The link between hoarding and SPT was consistent with past research showing an association between hoarding and SPT in OCD samples (Frost et al., 2000; Samuels, Bienvenu, Pinto, et al., 2008). However, the correlation between SPT and symmetry/ordering symptoms, but not other OCD symptoms more traditionally characterized by “magical thinking”, was somewhat unexpected. Some research on clinical and non-clinical OCD samples has previously demonstrated relationships between these type of obsessions (e.g., sexual, blasphemous, aggressive or repulsive obsessions) and SPT (Lee, et al., 2005; Sobin et al., 2000). It is possible that the grouping together of aggressive, sexual and religious obsessions into an obsessions category may have masked correlations between these separate obsessions and SPT. However, research on the link between these types of obsessions and schizotypal personality is still tentative, with at least one prior sample of OCD patients with and without schizotypal personality showing no difference in the frequency of these obsessions (Poyurovsky et al., 2008). More research on the connection of these types of obsessions and schizotypal personality in clinical OCD samples is needed.

The association of hoarding, symmetry/ordering symptoms and SPT in this sample may describe a particular subset of individuals with OCD. Our findings are consistent with prior research that used similar sampling methods in which hoarding was not the primary OCD symptom (Lochner et al., 2008). Perhaps symmetry/ordering obsessions as well as SPT are more likely to occur among OCD patients with secondary hoarding symptoms. Consistent with this idea, Pertusa et al., (2008) found that for 25% of individuals with OCD and hoarding, the hoarding was driven by another OCD symptom that was frequently bizarre in nature (e.g., magical thinking). However, Pertusa et al. failed to find differences in the occurrence of Cluster A traits and personality disorders across various hoarding groups (e.g., hoarding without OCD, OCD with and without hoarding). In contrast, Matsunaga et al., (2010) found that OCD patients with hoarding versus those without had higher rates of SPD. Additionally patients with hoarding symptoms driven by intrinsic reasons for saving had higher rates of SPD compared to patients whose hoarding was driven by another OCD symptom. More research is needed to further delineate rates of SPT and SPD across hoarding samples with and without OCD to determine whether there are differences in etiology and treatment response.
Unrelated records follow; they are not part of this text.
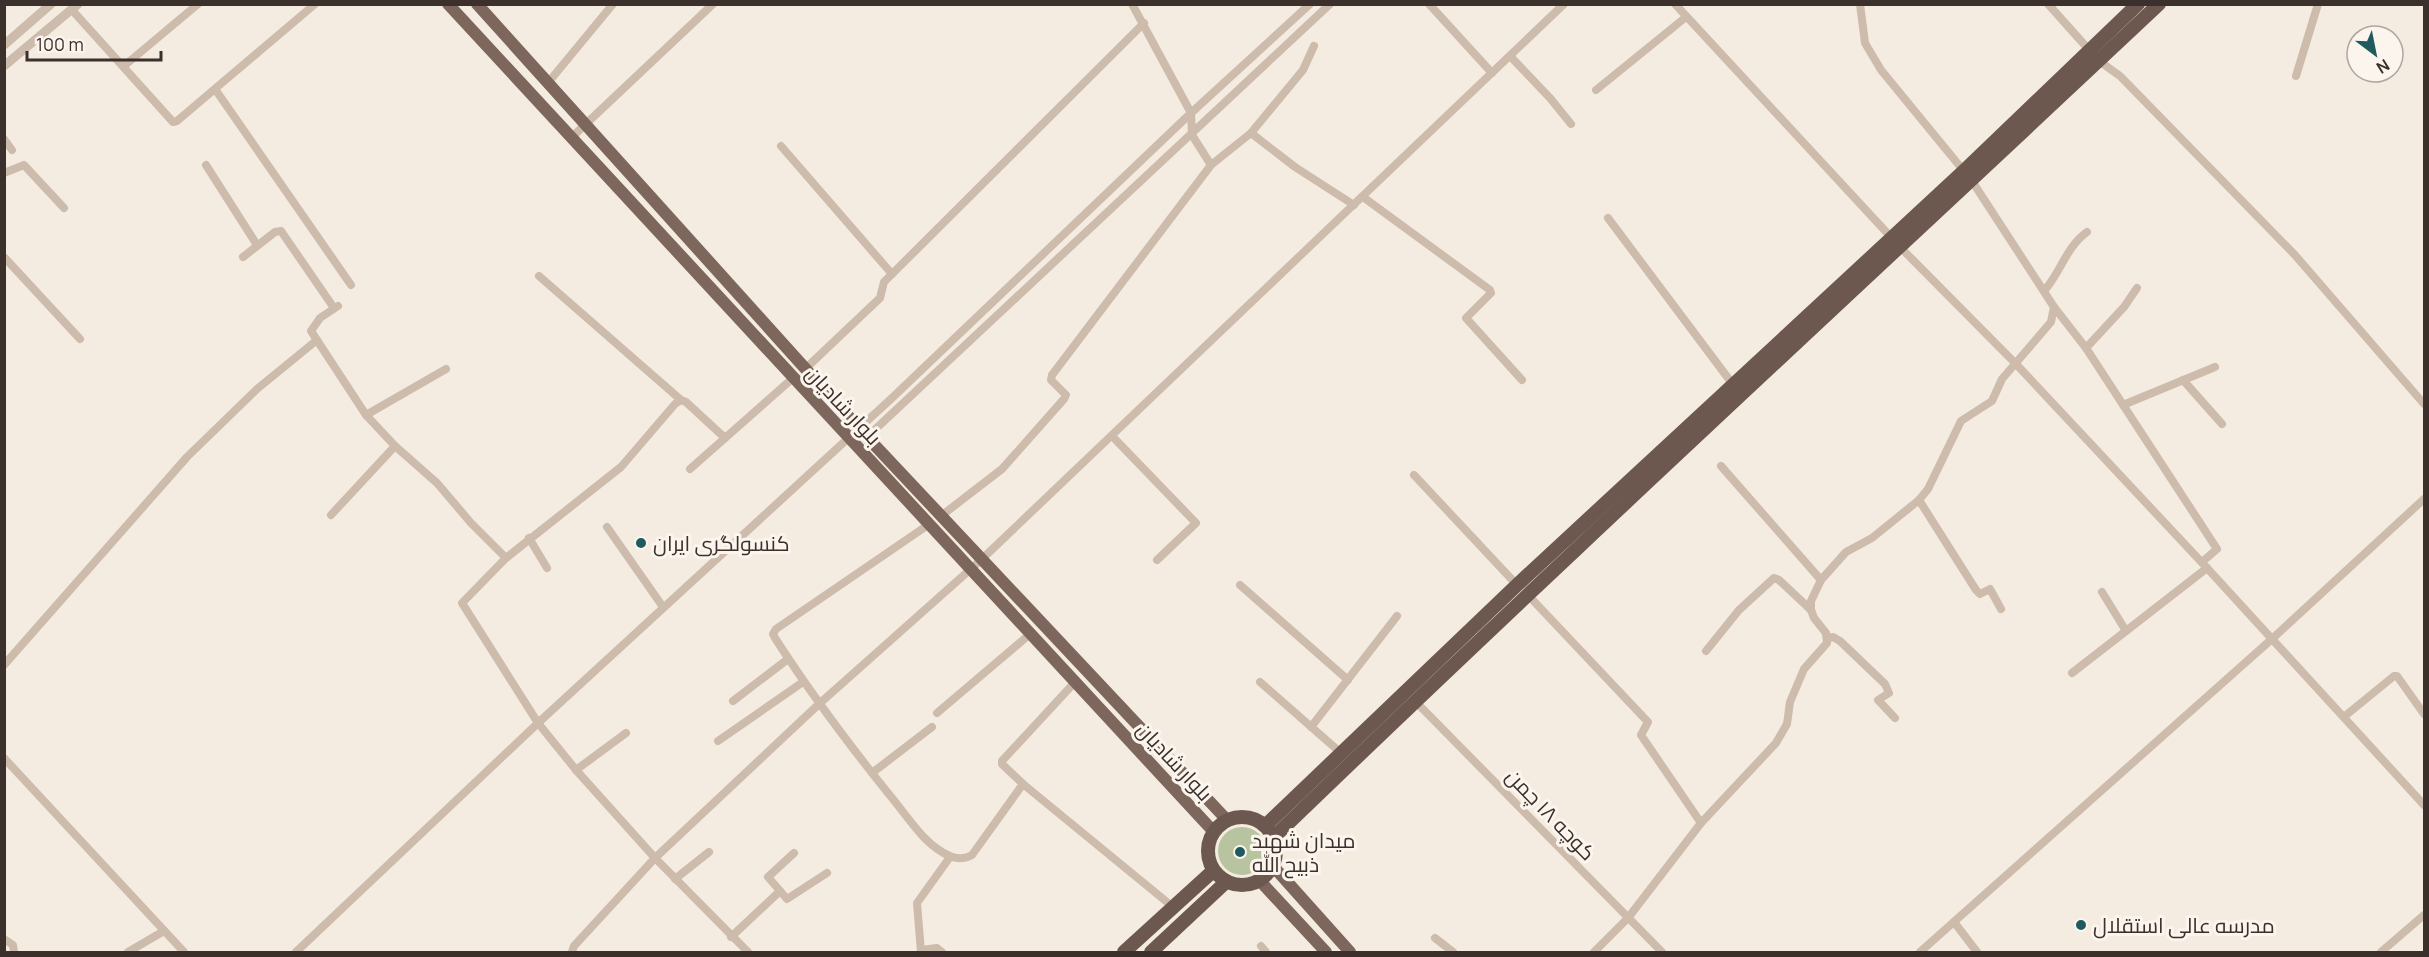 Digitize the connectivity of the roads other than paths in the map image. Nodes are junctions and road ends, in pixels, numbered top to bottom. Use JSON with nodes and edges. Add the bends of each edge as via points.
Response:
{"nodes":[{"id":1,"x":51,"y":4,"type":"edge"},
{"id":2,"x":198,"y":4,"type":"edge"},
{"id":3,"x":315,"y":4,"type":"edge"},
{"id":4,"x":448,"y":4,"type":"edge"},
{"id":5,"x":477,"y":4,"type":"edge"},
{"id":6,"x":613,"y":4,"type":"edge"},
{"id":7,"x":713,"y":4,"type":"edge"},
{"id":8,"x":1132,"y":4,"type":"edge"},
{"id":9,"x":1310,"y":4,"type":"edge"},
{"id":10,"x":1330,"y":4,"type":"edge"},
{"id":11,"x":1430,"y":4,"type":"edge"},
{"id":12,"x":1564,"y":4,"type":"edge"},
{"id":13,"x":1675,"y":4,"type":"edge"},
{"id":14,"x":1860,"y":4,"type":"edge"},
{"id":15,"x":2048,"y":4,"type":"edge"},
{"id":16,"x":2138,"y":4,"type":"edge"},
{"id":17,"x":2159,"y":4,"type":"edge"},
{"id":18,"x":2318,"y":4,"type":"edge"},
{"id":19,"x":75,"y":7,"type":"edge"},
{"id":20,"x":1686,"y":16,"type":"junction"},
{"id":21,"x":1144,"y":23,"type":"junction"},
{"id":22,"x":4,"y":45,"type":"edge"},
{"id":23,"x":1314,"y":46,"type":"dead end"},
{"id":24,"x":2094,"y":55,"type":"junction"},
{"id":25,"x":1510,"y":56,"type":"junction"},
{"id":26,"x":4,"y":66,"type":"edge"},
{"id":27,"x":124,"y":66,"type":"junction"},
{"id":28,"x":1492,"y":74,"type":"junction"},
{"id":29,"x":2296,"y":76,"type":"dead end"},
{"id":30,"x":547,"y":84,"type":"junction"},
{"id":31,"x":215,"y":89,"type":"junction"},
{"id":32,"x":1596,"y":90,"type":"dead end"},
{"id":33,"x":1191,"y":113,"type":"junction"},
{"id":34,"x":1571,"y":124,"type":"dead end"},
{"id":35,"x":584,"y":125,"type":"junction"},
{"id":36,"x":1251,"y":133,"type":"junction"},
{"id":37,"x":1192,"y":135,"type":"junction"},
{"id":38,"x":571,"y":138,"type":"junction"},
{"id":39,"x":4,"y":139,"type":"edge"},
{"id":40,"x":782,"y":146,"type":"dead end"},
{"id":41,"x":12,"y":150,"type":"dead end"},
{"id":42,"x":206,"y":165,"type":"dead end"},
{"id":43,"x":1211,"y":165,"type":"junction"},
{"id":44,"x":4,"y":173,"type":"edge"},
{"id":45,"x":1968,"y":176,"type":"junction"},
{"id":46,"x":1363,"y":197,"type":"junction"},
{"id":47,"x":1354,"y":206,"type":"junction"},
{"id":48,"x":64,"y":208,"type":"dead end"},
{"id":49,"x":1608,"y":218,"type":"dead end"},
{"id":50,"x":2087,"y":232,"type":"dead end"},
{"id":51,"x":1896,"y":243,"type":"junction"},
{"id":52,"x":257,"y":245,"type":"junction"},
{"id":53,"x":4,"y":257,"type":"edge"},
{"id":54,"x":243,"y":257,"type":"dead end"},
{"id":55,"x":892,"y":274,"type":"junction"},
{"id":56,"x":539,"y":276,"type":"dead end"},
{"id":57,"x":351,"y":285,"type":"dead end"},
{"id":58,"x":2137,"y":288,"type":"dead end"},
{"id":59,"x":2044,"y":291,"type":"junction"},
{"id":60,"x":2054,"y":307,"type":"junction"},
{"id":61,"x":80,"y":339,"type":"dead end"},
{"id":62,"x":317,"y":340,"type":"junction"},
{"id":63,"x":2086,"y":348,"type":"junction"},
{"id":64,"x":2016,"y":364,"type":"junction"},
{"id":65,"x":2215,"y":366,"type":"dead end"},
{"id":66,"x":446,"y":369,"type":"dead end"},
{"id":67,"x":805,"y":369,"type":"junction"},
{"id":68,"x":793,"y":378,"type":"junction"},
{"id":69,"x":1522,"y":380,"type":"dead end"},
{"id":70,"x":2183,"y":380,"type":"junction"},
{"id":71,"x":1734,"y":386,"type":"junction"},
{"id":72,"x":681,"y":400,"type":"junction"},
{"id":73,"x":2424,"y":404,"type":"edge"},
{"id":74,"x":2122,"y":405,"type":"junction"},
{"id":75,"x":366,"y":415,"type":"junction"},
{"id":76,"x":2222,"y":424,"type":"dead end"},
{"id":77,"x":863,"y":433,"type":"junction"},
{"id":78,"x":1112,"y":436,"type":"junction"},
{"id":79,"x":725,"y":438,"type":"junction"},
{"id":80,"x":848,"y":438,"type":"junction"},
{"id":81,"x":395,"y":446,"type":"junction"},
{"id":82,"x":1721,"y":466,"type":"dead end"},
{"id":83,"x":690,"y":469,"type":"dead end"},
{"id":84,"x":1414,"y":475,"type":"dead end"},
{"id":85,"x":2424,"y":499,"type":"edge"},
{"id":86,"x":1919,"y":500,"type":"junction"},
{"id":87,"x":331,"y":514,"type":"dead end"},
{"id":88,"x":941,"y":516,"type":"junction"},
{"id":89,"x":928,"y":525,"type":"junction"},
{"id":90,"x":607,"y":527,"type":"dead end"},
{"id":91,"x":529,"y":538,"type":"junction"},
{"id":92,"x":506,"y":558,"type":"junction"},
{"id":93,"x":982,"y":560,"type":"junction"},
{"id":94,"x":1157,"y":560,"type":"dead end"},
{"id":95,"x":2204,"y":565,"type":"junction"},
{"id":96,"x":547,"y":568,"type":"dead end"},
{"id":97,"x":971,"y":570,"type":"junction"},
{"id":98,"x":1821,"y":580,"type":"junction"},
{"id":99,"x":1240,"y":585,"type":"dead end"},
{"id":100,"x":1522,"y":589,"type":"junction"},
{"id":101,"x":2102,"y":592,"type":"dead end"},
{"id":102,"x":663,"y":607,"type":"junction"},
{"id":103,"x":2001,"y":609,"type":"dead end"},
{"id":104,"x":1811,"y":610,"type":"junction"},
{"id":105,"x":1397,"y":616,"type":"dead end"},
{"id":106,"x":2126,"y":631,"type":"junction"},
{"id":107,"x":1030,"y":634,"type":"junction"},
{"id":108,"x":1828,"y":638,"type":"junction"},
{"id":109,"x":2273,"y":638,"type":"junction"},
{"id":110,"x":1706,"y":651,"type":"dead end"},
{"id":111,"x":788,"y":659,"type":"junction"},
{"id":112,"x":4,"y":665,"type":"edge"},
{"id":113,"x":2072,"y":673,"type":"dead end"},
{"id":114,"x":1348,"y":680,"type":"junction"},
{"id":115,"x":803,"y":682,"type":"junction"},
{"id":116,"x":1075,"y":682,"type":"junction"},
{"id":117,"x":1260,"y":682,"type":"dead end"},
{"id":118,"x":733,"y":700,"type":"dead end"},
{"id":119,"x":1415,"y":701,"type":"junction"},
{"id":120,"x":819,"y":704,"type":"junction"},
{"id":121,"x":937,"y":712,"type":"dead end"},
{"id":122,"x":2424,"y":714,"type":"edge"},
{"id":123,"x":2345,"y":716,"type":"junction"},
{"id":124,"x":1895,"y":718,"type":"dead end"},
{"id":125,"x":538,"y":723,"type":"junction"},
{"id":126,"x":1311,"y":727,"type":"junction"},
{"id":127,"x":932,"y":728,"type":"dead end"},
{"id":128,"x":626,"y":733,"type":"dead end"},
{"id":129,"x":718,"y":741,"type":"dead end"},
{"id":130,"x":1341,"y":753,"type":"junction"},
{"id":131,"x":4,"y":758,"type":"edge"},
{"id":132,"x":576,"y":770,"type":"junction"},
{"id":133,"x":872,"y":773,"type":"junction"},
{"id":134,"x":1023,"y":784,"type":"junction"},
{"id":135,"x":2424,"y":805,"type":"edge"},
{"id":136,"x":1227,"y":820,"type":"junction"},
{"id":137,"x":1701,"y":823,"type":"junction"},
{"id":138,"x":1213,"y":831,"type":"junction"},
{"id":139,"x":1270,"y":832,"type":"junction"},
{"id":140,"x":709,"y":852,"type":"dead end"},
{"id":141,"x":794,"y":853,"type":"dead end"},
{"id":142,"x":950,"y":856,"type":"junction"},
{"id":143,"x":655,"y":858,"type":"junction"},
{"id":144,"x":1273,"y":866,"type":"junction"},
{"id":145,"x":1213,"y":871,"type":"junction"},
{"id":146,"x":827,"y":873,"type":"dead end"},
{"id":147,"x":675,"y":879,"type":"junction"},
{"id":148,"x":1260,"y":881,"type":"junction"},
{"id":149,"x":1226,"y":882,"type":"junction"},
{"id":150,"x":780,"y":891,"type":"junction"},
{"id":151,"x":1173,"y":907,"type":"junction"},
{"id":152,"x":2424,"y":915,"type":"edge"},
{"id":153,"x":1628,"y":918,"type":"junction"},
{"id":154,"x":1954,"y":922,"type":"junction"},
{"id":155,"x":164,"y":931,"type":"junction"},
{"id":156,"x":731,"y":937,"type":"junction"},
{"id":157,"x":1436,"y":938,"type":"dead end"},
{"id":158,"x":4,"y":939,"type":"edge"},
{"id":159,"x":921,"y":951,"type":"edge"},
{"id":160,"x":14,"y":952,"type":"edge"},
{"id":161,"x":128,"y":952,"type":"edge"},
{"id":162,"x":184,"y":952,"type":"edge"},
{"id":163,"x":296,"y":952,"type":"edge"},
{"id":164,"x":572,"y":952,"type":"edge"},
{"id":165,"x":748,"y":952,"type":"edge"},
{"id":166,"x":942,"y":952,"type":"edge"},
{"id":167,"x":1124,"y":952,"type":"edge"},
{"id":168,"x":1151,"y":952,"type":"edge"},
{"id":169,"x":1326,"y":952,"type":"edge"},
{"id":170,"x":1350,"y":952,"type":"edge"},
{"id":171,"x":1453,"y":952,"type":"edge"},
{"id":172,"x":1594,"y":952,"type":"edge"},
{"id":173,"x":1662,"y":952,"type":"edge"},
{"id":174,"x":1920,"y":952,"type":"edge"},
{"id":175,"x":1977,"y":952,"type":"edge"},
{"id":176,"x":2381,"y":952,"type":"edge"}],
"edges":[{"from":1,"to":22,"type":"street"},
{"from":2,"to":27,"type":"street"},
{"from":3,"to":31,"type":"street"},
{"from":4,"to":38,"type":"main road","name":"بلوار شادیان"},
{"from":5,"to":30,"type":"main road","name":"بلوار شادیان"},
{"from":6,"to":30,"type":"street"},
{"from":7,"to":35,"type":"street"},
{"from":8,"to":21,"type":"street"},
{"from":9,"to":33,"type":"street"},
{"from":10,"to":37,"type":"street"},
{"from":11,"to":28,"type":"street"},
{"from":12,"to":25,"type":"street"},
{"from":13,"to":20,"type":"street"},
{"from":14,"to":45,"type":"street","via":[[1865,43],[1881,70]]},
{"from":15,"to":24,"type":"street"},
{"from":16,"to":24,"type":"highway"},
{"from":17,"to":24,"type":"highway"},
{"from":18,"to":29,"type":"street"},
{"from":19,"to":26,"type":"street"},
{"from":19,"to":27,"type":"street"},
{"from":20,"to":32,"type":"street"},
{"from":20,"to":51,"type":"street"},
{"from":21,"to":33,"type":"street"},
{"from":21,"to":55,"type":"street"},
{"from":23,"to":36,"type":"street","via":[[1303,70]]},
{"from":24,"to":45,"type":"highway"},
{"from":24,"to":73,"type":"street","via":[[2120,76],[2294,254]]},
{"from":25,"to":28,"type":"street"},
{"from":25,"to":34,"type":"street"},
{"from":27,"to":31,"type":"street","via":[[172,122]]},
{"from":28,"to":46,"type":"street"},
{"from":30,"to":35,"type":"main road","name":"بلوار شادیان"},
{"from":31,"to":57,"type":"street"},
{"from":33,"to":37,"type":"street"},
{"from":33,"to":77,"type":"street"},
{"from":35,"to":38,"type":"street"},
{"from":35,"to":67,"type":"main road","name":"بلوار شادیان"},
{"from":36,"to":43,"type":"street"},
{"from":36,"to":47,"type":"street"},
{"from":37,"to":43,"type":"street"},
{"from":37,"to":77,"type":"street"},
{"from":38,"to":68,"type":"main road","name":"بلوار شادیان"},
{"from":39,"to":41,"type":"street"},
{"from":40,"to":55,"type":"street"},
{"from":42,"to":52,"type":"street"},
{"from":43,"to":88,"type":"street","via":[[1052,375],[1051,380],[1066,395],[1064,399],[1002,469]]},
{"from":44,"to":48,"type":"street","via":[[24,165]]},
{"from":45,"to":51,"type":"highway"},
{"from":45,"to":59,"type":"street"},
{"from":46,"to":47,"type":"street"},
{"from":46,"to":69,"type":"street","via":[[1490,290],[1466,318]]},
{"from":47,"to":78,"type":"street"},
{"from":49,"to":71,"type":"street"},
{"from":50,"to":59,"type":"street","via":[[2070,248]]},
{"from":51,"to":64,"type":"street"},
{"from":51,"to":71,"type":"highway"},
{"from":51,"to":100,"type":"highway"},
{"from":52,"to":54,"type":"street"},
{"from":52,"to":62,"type":"street","via":[[282,231],[336,307],[320,318],[311,331]]},
{"from":53,"to":61,"type":"street"},
{"from":55,"to":67,"type":"street","via":[[882,284],[880,298]]},
{"from":56,"to":72,"type":"street"},
{"from":58,"to":63,"type":"street"},
{"from":59,"to":60,"type":"street"},
{"from":60,"to":63,"type":"street"},
{"from":60,"to":64,"type":"street","via":[[2051,322]]},
{"from":62,"to":75,"type":"street"},
{"from":62,"to":112,"type":"street","via":[[257,388],[187,457]]},
{"from":63,"to":74,"type":"street"},
{"from":64,"to":86,"type":"street","via":[[2002,380],[1992,401],[1961,421]]},
{"from":64,"to":95,"type":"street"},
{"from":65,"to":70,"type":"street"},
{"from":66,"to":75,"type":"street"},
{"from":67,"to":77,"type":"main road","name":"بلوار شادیان"},
{"from":68,"to":79,"type":"street"},
{"from":68,"to":80,"type":"main road","name":"بلوار شادیان"},
{"from":70,"to":74,"type":"street"},
{"from":70,"to":76,"type":"street"},
{"from":71,"to":100,"type":"highway"},
{"from":72,"to":79,"type":"street"},
{"from":72,"to":91,"type":"street","via":[[621,467]]},
{"from":74,"to":95,"type":"street","via":[[2217,549]]},
{"from":75,"to":81,"type":"street"},
{"from":77,"to":80,"type":"street"},
{"from":77,"to":88,"type":"main road","name":"بلوار شادیان"},
{"from":78,"to":93,"type":"street"},
{"from":78,"to":94,"type":"street","via":[[1196,524]]},
{"from":79,"to":83,"type":"street"},
{"from":80,"to":89,"type":"main road","name":"بلوار شادیان"},
{"from":80,"to":102,"type":"street"},
{"from":81,"to":87,"type":"street"},
{"from":81,"to":92,"type":"street","via":[[437,483]]},
{"from":82,"to":98,"type":"street"},
{"from":84,"to":100,"type":"street"},
{"from":85,"to":109,"type":"street"},
{"from":86,"to":98,"type":"street","via":[[1872,538],[1846,552]]},
{"from":86,"to":103,"type":"street","via":[[1976,590],[1980,594],[1989,589]]},
{"from":88,"to":93,"type":"main road","name":"بلوار شادیان"},
{"from":89,"to":97,"type":"main road","name":"بلوار شادیان"},
{"from":89,"to":111,"type":"street","via":[[776,629],[773,634]]},
{"from":90,"to":102,"type":"street"},
{"from":91,"to":92,"type":"street"},
{"from":91,"to":96,"type":"street"},
{"from":92,"to":125,"type":"street","via":[[462,603]]},
{"from":93,"to":97,"type":"street"},
{"from":93,"to":136,"type":"main road","name":"بلوار شادیان"},
{"from":95,"to":106,"type":"street"},
{"from":95,"to":109,"type":"street"},
{"from":97,"to":107,"type":"main road","name":"بلوار شادیان"},
{"from":97,"to":120,"type":"street"},
{"from":98,"to":104,"type":"street"},
{"from":99,"to":114,"type":"street"},
{"from":100,"to":119,"type":"highway"},
{"from":100,"to":130,"type":"highway"},
{"from":100,"to":137,"type":"street","via":[[1648,722],[1641,735]]},
{"from":101,"to":106,"type":"street"},
{"from":102,"to":125,"type":"street"},
{"from":104,"to":108,"type":"street"},
{"from":104,"to":110,"type":"street","via":[[1774,578],[1739,610]]},
{"from":105,"to":114,"type":"street"},
{"from":106,"to":113,"type":"street"},
{"from":107,"to":116,"type":"main road","name":"بلوار شادیان"},
{"from":107,"to":121,"type":"street"},
{"from":108,"to":124,"type":"street","via":[[1840,641],[1885,684],[1888,693],[1878,700]]},
{"from":108,"to":137,"type":"street","via":[[1804,669],[1790,702],[1788,724],[1776,743]]},
{"from":109,"to":123,"type":"street"},
{"from":109,"to":154,"type":"street"},
{"from":111,"to":115,"type":"street"},
{"from":111,"to":118,"type":"street"},
{"from":114,"to":126,"type":"street"},
{"from":115,"to":120,"type":"street"},
{"from":115,"to":129,"type":"street"},
{"from":116,"to":134,"type":"street","via":[[1002,760]]},
{"from":116,"to":138,"type":"main road","name":"بلوار شادیان"},
{"from":117,"to":126,"type":"street"},
{"from":119,"to":139,"type":"highway"},
{"from":119,"to":153,"type":"street","name":"كوچه ١٨ چمن"},
{"from":120,"to":133,"type":"street"},
{"from":120,"to":143,"type":"street"},
{"from":122,"to":123,"type":"street","via":[[2394,676]]},
{"from":123,"to":135,"type":"street"},
{"from":125,"to":132,"type":"street"},
{"from":125,"to":163,"type":"street"},
{"from":126,"to":130,"type":"street"},
{"from":127,"to":133,"type":"street"},
{"from":128,"to":132,"type":"street"},
{"from":130,"to":139,"type":"highway"},
{"from":131,"to":155,"type":"street"},
{"from":132,"to":143,"type":"street"},
{"from":133,"to":142,"type":"street","via":[[925,839]]},
{"from":134,"to":142,"type":"street","via":[[972,855]]},
{"from":134,"to":151,"type":"street"},
{"from":136,"to":138,"type":"highway"},
{"from":136,"to":139,"type":"highway","via":[[1247,817]]},
{"from":137,"to":153,"type":"street"},
{"from":138,"to":145,"type":"highway","via":[[1207,851]]},
{"from":139,"to":144,"type":"highway","via":[[1276,852]]},
{"from":140,"to":147,"type":"street"},
{"from":141,"to":150,"type":"street","via":[[768,877]]},
{"from":142,"to":159,"type":"street","via":[[918,900]]},
{"from":143,"to":147,"type":"street"},
{"from":143,"to":164,"type":"street"},
{"from":144,"to":148,"type":"highway"},
{"from":144,"to":170,"type":"main road"},
{"from":145,"to":149,"type":"highway"},
{"from":145,"to":151,"type":"highway"},
{"from":146,"to":150,"type":"street","via":[[788,898]]},
{"from":147,"to":156,"type":"street"},
{"from":148,"to":149,"type":"highway","via":[[1249,885]]},
{"from":148,"to":169,"type":"main road"},
{"from":149,"to":168,"type":"highway"},
{"from":150,"to":156,"type":"street"},
{"from":151,"to":167,"type":"highway"},
{"from":152,"to":176,"type":"street"},
{"from":153,"to":172,"type":"street"},
{"from":153,"to":173,"type":"street","name":"كوچه ١٨ چمن"},
{"from":154,"to":174,"type":"street"},
{"from":154,"to":175,"type":"street"},
{"from":155,"to":161,"type":"street"},
{"from":155,"to":162,"type":"street"},
{"from":156,"to":165,"type":"street"},
{"from":157,"to":171,"type":"street"},
{"from":158,"to":160,"type":"street","via":[[14,945]]},
{"from":159,"to":166,"type":"street","via":[[937,948]]}]}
If OCD patients with hoarding symptoms do indeed represent a subtype characterized by schizotypal traits, this could have important implications for understanding psychopathology and treatment. Perhaps this subset of individuals has an underlying neurocognitive substrate that results in this particular phenomenological expression (e.g., hoarding, symmetry/ordering, schizotypal traits). For example, DLPFC dysfunction has been previously associated with both schizotypal traits (Kingdon, Egan & Rees, 2012; Koretz & Gutheil, 2009) and hoarding symptoms (Tolin et al., 2012; Wang, Seidler, Hall, & Preston, 2012) and may be a target for research. In addition, while standard treatments for OCD have traditionally focused on cognitive restructuring (e.g., Wilhelm et al., 2009) and exposure and response prevention (e.g., Abramowitz, 2006), these treatments may not adequately address schizotypal features, such as perceptual disturbances and paranoid thinking that may result from DLPFC dysfunction. These may require innovative cognitive remediation strategies, such as attention training aimed at shifting attention away from perseverative paranoid ideation (Morris, Griffiths, LePelley & Weickart, 2013).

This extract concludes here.